▶ **Description of the task**:
Go through the data below. List every line that holds the word "above".
(Beginning of Data for this exercise)
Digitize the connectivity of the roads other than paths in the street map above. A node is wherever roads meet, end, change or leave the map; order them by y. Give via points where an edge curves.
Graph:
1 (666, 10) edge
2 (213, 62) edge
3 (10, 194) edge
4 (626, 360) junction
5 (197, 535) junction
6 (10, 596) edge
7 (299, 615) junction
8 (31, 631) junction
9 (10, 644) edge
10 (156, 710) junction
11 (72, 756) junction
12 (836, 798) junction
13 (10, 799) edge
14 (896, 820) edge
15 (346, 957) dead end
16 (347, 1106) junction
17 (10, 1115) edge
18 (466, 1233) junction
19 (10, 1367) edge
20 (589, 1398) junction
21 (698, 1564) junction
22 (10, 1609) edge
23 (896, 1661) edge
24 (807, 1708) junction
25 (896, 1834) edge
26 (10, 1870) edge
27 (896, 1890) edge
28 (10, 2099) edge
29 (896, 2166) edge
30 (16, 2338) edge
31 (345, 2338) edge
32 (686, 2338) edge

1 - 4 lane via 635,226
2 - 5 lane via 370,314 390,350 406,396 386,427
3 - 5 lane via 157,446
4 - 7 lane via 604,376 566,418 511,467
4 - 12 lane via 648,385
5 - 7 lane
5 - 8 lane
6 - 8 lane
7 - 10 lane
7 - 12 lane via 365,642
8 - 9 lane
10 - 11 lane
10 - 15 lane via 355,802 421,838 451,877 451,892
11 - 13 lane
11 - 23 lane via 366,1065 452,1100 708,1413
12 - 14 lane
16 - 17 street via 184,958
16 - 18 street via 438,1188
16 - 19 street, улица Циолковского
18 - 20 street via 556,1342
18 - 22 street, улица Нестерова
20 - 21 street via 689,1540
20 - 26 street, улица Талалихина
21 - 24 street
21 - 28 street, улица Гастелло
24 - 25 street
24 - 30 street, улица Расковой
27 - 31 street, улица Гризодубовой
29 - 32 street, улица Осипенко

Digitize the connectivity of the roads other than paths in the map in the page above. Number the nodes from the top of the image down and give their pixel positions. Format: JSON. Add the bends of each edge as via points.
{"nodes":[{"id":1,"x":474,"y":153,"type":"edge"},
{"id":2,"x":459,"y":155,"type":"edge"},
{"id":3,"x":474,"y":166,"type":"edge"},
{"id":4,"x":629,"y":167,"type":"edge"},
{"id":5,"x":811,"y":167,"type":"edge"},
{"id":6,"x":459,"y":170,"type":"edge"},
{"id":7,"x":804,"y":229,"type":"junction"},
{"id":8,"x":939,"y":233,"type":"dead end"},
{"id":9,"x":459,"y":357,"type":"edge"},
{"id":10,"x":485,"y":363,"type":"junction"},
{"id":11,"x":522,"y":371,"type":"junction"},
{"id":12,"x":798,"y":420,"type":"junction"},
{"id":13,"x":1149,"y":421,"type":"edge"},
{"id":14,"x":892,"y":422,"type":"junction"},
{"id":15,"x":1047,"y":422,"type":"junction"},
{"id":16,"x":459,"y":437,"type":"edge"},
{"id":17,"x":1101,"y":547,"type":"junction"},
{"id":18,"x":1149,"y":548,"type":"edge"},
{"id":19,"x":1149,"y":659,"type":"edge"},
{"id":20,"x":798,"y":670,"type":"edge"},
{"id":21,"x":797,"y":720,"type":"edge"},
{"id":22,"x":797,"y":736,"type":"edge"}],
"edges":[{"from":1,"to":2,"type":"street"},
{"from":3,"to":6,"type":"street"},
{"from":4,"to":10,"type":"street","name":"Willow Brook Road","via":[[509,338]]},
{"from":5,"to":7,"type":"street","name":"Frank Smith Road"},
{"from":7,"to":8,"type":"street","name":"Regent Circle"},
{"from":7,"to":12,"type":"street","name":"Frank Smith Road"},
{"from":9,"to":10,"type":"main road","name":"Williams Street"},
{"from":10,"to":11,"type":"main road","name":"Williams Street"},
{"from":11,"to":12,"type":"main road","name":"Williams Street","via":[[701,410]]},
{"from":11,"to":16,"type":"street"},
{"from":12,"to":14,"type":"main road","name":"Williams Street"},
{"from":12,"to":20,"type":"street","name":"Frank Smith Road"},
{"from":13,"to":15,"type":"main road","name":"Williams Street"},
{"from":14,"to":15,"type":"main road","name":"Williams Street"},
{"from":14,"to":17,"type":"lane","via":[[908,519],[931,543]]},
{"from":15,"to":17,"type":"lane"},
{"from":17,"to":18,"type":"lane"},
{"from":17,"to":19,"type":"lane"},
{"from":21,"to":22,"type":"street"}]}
(End of Data for this exercise)
▶ **Response**:
Digitize the connectivity of the roads other than paths in the street map above. A node is wherever roads meet, end, change or leave the map; order them by y. Give via points where an edge curves.
Digitize the connectivity of the roads other than paths in the map in the page above. Number the nodes from the top of the image down and give their pixel positions. Format: JSON. Add the bends of each edge as via points.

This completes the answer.